Authored by vsk on Feb 14 2020, 11:22 AM.

Details

Summary

For a file in WebKit, this brings the time spent in LiveDebugValues down
from 16 minutes to 2 minutes. The reduction comes from iterating the set
of open variable locations just once in transferRegisterDef. Post-patch,
the most expensive item inside of transferRegisterDef is a call to
VarLoc::isDescribedByReg, which we have to do.

Testing: I built LNT using the Os-g cmake cache with & without this
patch, then diffed the object files to verify there was no binary diff.

rdar://59446577

Diff Detail

Event Timeline

vsk created this revision.Feb 14 2020, 11:22 AM
Herald added a project: Restricted Project. · View Herald TranscriptFeb 14 2020, 11:22 AM
Herald added a subscriber: hiraditya. · View Herald Transcript
vsk added a comment.Feb 14 2020, 11:23 AM

(for reference, MachineCSE takes 4 minutes on this file...)

vsk updated this revision to Diff 244785.Feb 14 2020, 3:53 PM
vsk added a reviewer: NikolaPrica.
  • Exit early if Reg is undef.
jmorse accepted this revision.Feb 17 2020, 6:15 AM

LGTM,

/me rustles around some drawers,

I've uploaded D74706 which might be relevant to your interests. We've run into similar performance problems, but caused by hoards of DBG_VALUEs rather than by many clobbered registers, and indexing VarMap by machine location gave a significant compile-time performance improvement at the expense of some memory. I can prioritise getting it landed if you think it'd be useful.

Note that it doesn't address register masks, as we don't see many of those on x86.

llvm/lib/CodeGen/LiveDebugValues.cpp
935

Could we replace "inline" with "statically allocated" or something similar? Seeing "inline" here immediately makes me think of function-inlining (which is a relevant topic in LiveDebugValues), and confused me for a bit.

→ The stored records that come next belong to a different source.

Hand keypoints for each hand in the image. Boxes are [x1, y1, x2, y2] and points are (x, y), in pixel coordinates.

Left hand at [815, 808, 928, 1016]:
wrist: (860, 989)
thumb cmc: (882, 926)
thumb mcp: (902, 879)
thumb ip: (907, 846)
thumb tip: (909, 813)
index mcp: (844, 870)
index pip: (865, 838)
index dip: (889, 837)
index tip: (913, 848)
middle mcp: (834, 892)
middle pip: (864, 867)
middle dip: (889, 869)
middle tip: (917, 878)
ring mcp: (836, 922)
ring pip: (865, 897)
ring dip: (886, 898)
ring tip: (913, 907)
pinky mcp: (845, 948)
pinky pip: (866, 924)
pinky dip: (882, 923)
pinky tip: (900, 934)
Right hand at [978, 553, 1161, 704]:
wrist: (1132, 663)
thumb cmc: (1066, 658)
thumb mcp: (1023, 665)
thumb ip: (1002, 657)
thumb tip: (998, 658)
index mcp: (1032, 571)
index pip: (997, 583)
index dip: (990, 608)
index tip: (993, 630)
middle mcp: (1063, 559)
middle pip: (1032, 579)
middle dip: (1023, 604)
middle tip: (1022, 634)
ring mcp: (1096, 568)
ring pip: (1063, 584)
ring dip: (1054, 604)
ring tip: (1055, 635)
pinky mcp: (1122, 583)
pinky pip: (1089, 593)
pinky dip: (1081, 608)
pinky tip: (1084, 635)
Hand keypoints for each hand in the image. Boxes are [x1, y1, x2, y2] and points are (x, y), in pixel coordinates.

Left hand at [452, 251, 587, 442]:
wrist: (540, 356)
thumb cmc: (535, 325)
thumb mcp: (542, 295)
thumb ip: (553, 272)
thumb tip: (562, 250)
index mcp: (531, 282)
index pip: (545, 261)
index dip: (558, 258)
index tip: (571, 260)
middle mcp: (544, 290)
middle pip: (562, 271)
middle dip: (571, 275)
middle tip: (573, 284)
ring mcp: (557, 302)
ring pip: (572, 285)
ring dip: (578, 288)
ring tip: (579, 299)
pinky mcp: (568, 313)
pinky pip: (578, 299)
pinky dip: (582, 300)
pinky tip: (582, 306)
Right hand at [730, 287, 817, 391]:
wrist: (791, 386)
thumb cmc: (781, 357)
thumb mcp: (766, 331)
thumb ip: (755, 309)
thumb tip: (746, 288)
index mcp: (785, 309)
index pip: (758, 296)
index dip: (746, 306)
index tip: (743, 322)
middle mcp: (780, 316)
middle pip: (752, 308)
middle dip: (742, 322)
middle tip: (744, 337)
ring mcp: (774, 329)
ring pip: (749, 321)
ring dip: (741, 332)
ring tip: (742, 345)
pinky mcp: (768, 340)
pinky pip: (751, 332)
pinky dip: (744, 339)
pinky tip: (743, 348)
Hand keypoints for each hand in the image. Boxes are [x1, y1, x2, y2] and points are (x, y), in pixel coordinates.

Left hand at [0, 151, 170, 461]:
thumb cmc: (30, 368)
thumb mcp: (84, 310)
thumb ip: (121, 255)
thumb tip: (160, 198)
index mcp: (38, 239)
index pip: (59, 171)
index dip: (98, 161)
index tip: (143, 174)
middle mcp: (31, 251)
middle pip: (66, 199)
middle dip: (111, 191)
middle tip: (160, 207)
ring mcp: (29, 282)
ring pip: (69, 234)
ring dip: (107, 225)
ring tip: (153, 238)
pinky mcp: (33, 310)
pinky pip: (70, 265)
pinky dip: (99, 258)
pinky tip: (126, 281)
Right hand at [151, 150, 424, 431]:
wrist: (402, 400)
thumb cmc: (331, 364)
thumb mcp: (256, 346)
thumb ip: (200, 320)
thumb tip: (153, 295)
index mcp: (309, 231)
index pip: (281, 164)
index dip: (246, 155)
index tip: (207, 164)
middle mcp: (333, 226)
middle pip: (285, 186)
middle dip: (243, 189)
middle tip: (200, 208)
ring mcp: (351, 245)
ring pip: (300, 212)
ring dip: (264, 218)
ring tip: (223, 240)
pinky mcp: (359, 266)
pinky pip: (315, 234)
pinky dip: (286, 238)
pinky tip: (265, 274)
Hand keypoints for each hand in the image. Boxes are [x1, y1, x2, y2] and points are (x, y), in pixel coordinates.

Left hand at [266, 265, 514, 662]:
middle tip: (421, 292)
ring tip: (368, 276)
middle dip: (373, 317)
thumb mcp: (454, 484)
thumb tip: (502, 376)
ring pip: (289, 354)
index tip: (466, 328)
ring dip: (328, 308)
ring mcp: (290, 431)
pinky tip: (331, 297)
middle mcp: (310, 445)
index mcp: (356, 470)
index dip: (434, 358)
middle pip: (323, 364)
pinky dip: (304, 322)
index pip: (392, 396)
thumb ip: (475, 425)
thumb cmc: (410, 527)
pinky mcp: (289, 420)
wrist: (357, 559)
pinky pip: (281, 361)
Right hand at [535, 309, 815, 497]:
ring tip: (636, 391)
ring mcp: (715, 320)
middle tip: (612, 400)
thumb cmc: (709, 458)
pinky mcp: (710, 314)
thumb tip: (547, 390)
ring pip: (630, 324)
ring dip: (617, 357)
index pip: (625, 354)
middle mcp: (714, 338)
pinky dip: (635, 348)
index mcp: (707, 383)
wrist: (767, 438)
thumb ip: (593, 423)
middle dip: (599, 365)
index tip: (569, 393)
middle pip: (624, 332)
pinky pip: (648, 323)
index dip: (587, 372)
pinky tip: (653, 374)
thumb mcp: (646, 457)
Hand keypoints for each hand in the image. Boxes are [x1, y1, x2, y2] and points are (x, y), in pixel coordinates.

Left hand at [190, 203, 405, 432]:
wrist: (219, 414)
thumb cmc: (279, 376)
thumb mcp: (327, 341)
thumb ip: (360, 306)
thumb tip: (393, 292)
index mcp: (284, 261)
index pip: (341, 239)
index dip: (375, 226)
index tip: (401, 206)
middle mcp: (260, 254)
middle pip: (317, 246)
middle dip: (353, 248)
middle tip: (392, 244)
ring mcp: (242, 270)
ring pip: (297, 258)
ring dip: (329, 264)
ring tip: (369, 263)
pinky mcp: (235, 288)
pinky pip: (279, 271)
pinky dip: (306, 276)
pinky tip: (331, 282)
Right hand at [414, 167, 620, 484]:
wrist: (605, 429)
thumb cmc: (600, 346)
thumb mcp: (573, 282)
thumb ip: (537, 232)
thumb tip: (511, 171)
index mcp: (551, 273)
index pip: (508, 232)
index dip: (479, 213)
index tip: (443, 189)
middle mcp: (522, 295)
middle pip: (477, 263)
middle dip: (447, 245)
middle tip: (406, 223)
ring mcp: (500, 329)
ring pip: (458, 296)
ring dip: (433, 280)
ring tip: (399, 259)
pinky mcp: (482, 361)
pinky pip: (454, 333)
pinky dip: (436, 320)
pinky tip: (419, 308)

This revision is now accepted and ready to land.Feb 17 2020, 6:15 AM
vsk marked an inline comment as done.Feb 17 2020, 1:26 PM

LGTM,

/me rustles around some drawers,

I've uploaded D74706 which might be relevant to your interests. We've run into similar performance problems, but caused by hoards of DBG_VALUEs rather than by many clobbered registers, and indexing VarMap by machine location gave a significant compile-time performance improvement at the expense of some memory. I can prioritise getting it landed if you think it'd be useful.

This is very interesting, thank you for sharing. I think I explored a substantially similar approach, and decided that it wouldn't really work until we make iterating over VarLocSet /much/ faster. I've left comments in D74706.

llvm/lib/CodeGen/LiveDebugValues.cpp
935

Yes, I'll fix this before committing.

This revision was automatically updated to reflect the committed changes.